25. On the basis of the aforesaid huge time gap, the petitioners have specifically raised the contention pertaining to delay, resulting in depriving the petitioners from effectively defending their position. In this regard, reliance is placed on the response dated 14.03.2016 of petitioner No.1 to the said notice dated 15.02.2016, wherein it was specifically stated that manufacturing of the product Phylobid CR 300 mg was discontinued by the the said petitioner in the year 2006 itself. It was specifically stated that the said petitioner was unable to retrieve data from the existing record as it was very old.

26. Thereafter, on 09.05.2016, the said petitioner further sent a communication to NPPA, specifically stating that it had never received the alleged letter dated 02.06.2008. Specific grounds were raised to defend its position by stating that although notification dated 09.08.1996 fixed the ceiling price for Theophylline SR 300 mg, no such price was ever fixed for Theophylline CR 300 mg and there was no question of overcharging. Nevertheless, the said petitioner annexed a statement with the aforesaid letter, to give the details of the quantity sold for the period from May 2004 to June 2005, as per the available record.

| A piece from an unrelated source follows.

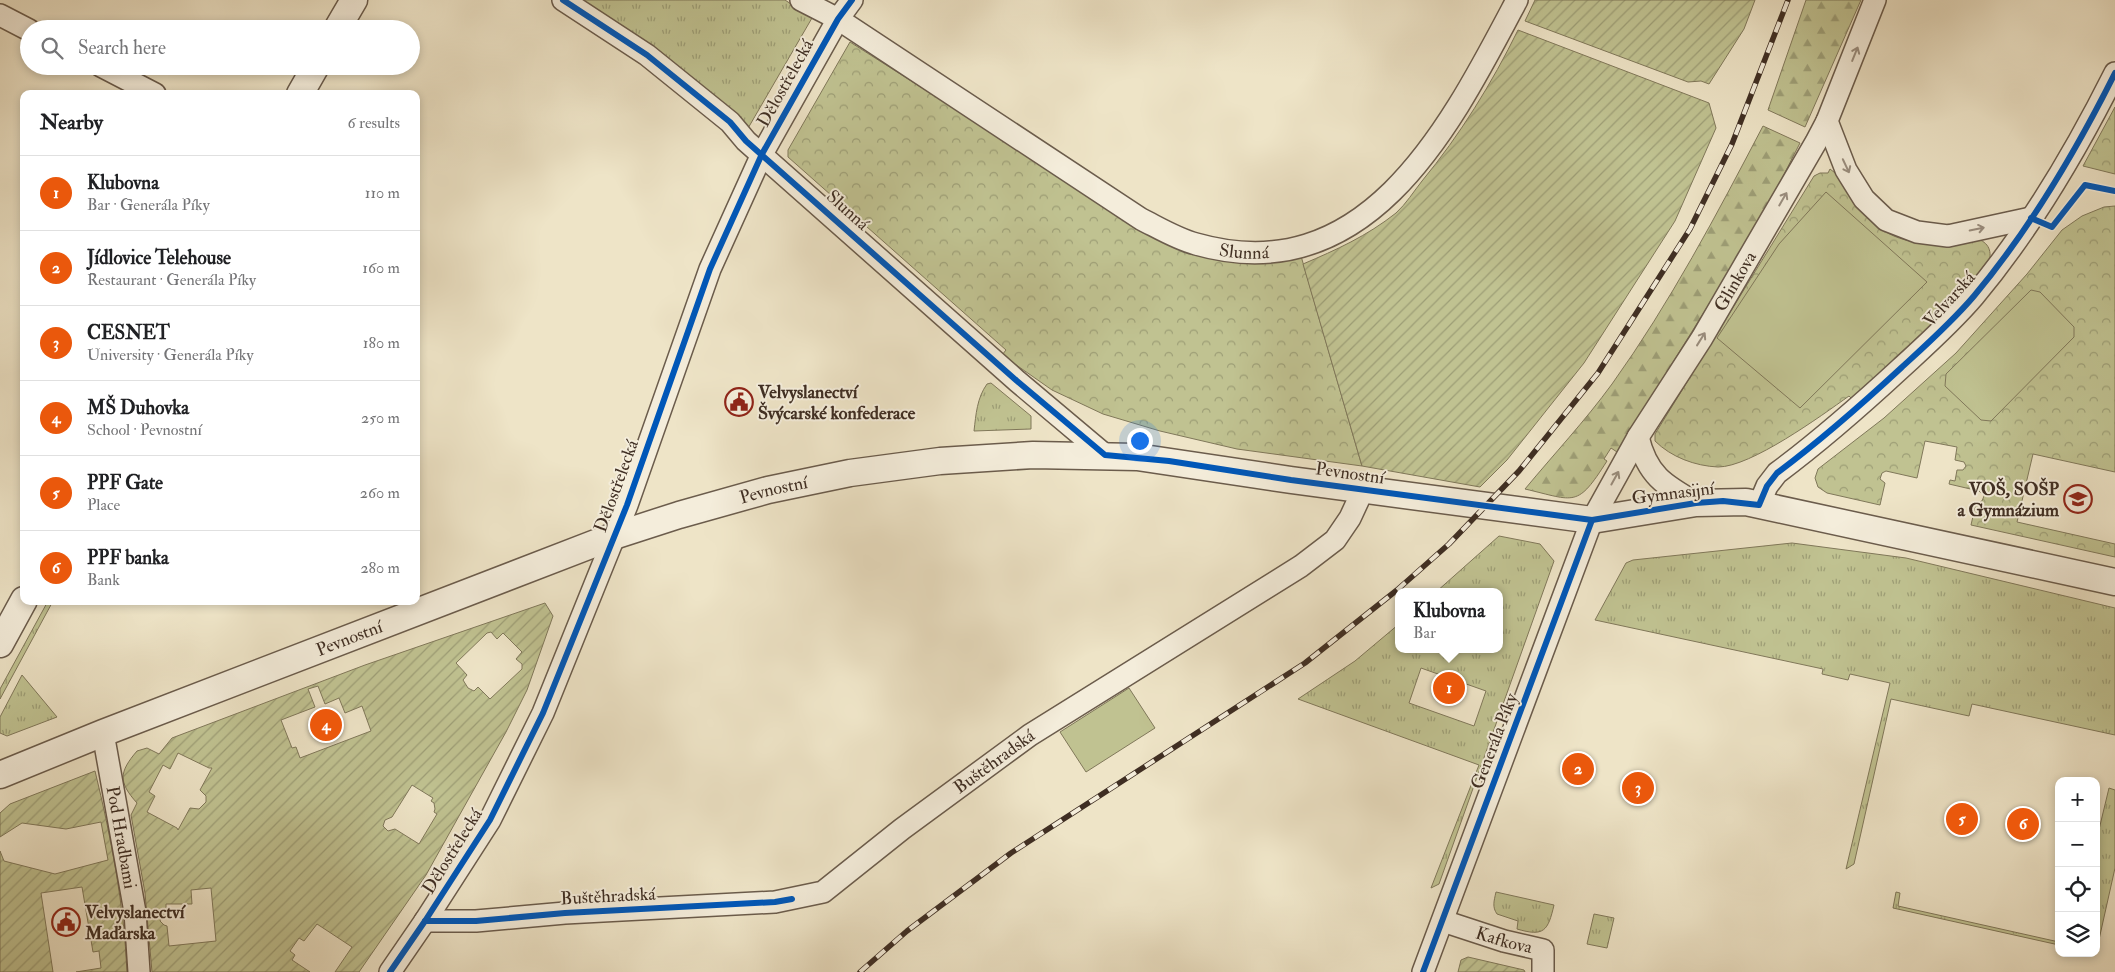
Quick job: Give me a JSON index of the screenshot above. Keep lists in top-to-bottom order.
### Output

27. Thereupon, on 08.11.2016, the respondent No.1 called upon petitioner No.1 to give documentary proof of quantity of the formulation rejected/defected quantity used for sampling and unsold quantity along with disposal/fate within a period of 10 days of receiving the said letter. On 02.12.2016, the petitioner sent a letter to respondent No.1, through NPPA, clearly stating that as per its SOP for destruction and maintenance of record, the records were retained only for a period of 5 years and since such details were being demanded for the period from May 2004 to February 2006, it was not possible for the said petitioner to furnish the same. Copy of the SOP was annexed to the said letter.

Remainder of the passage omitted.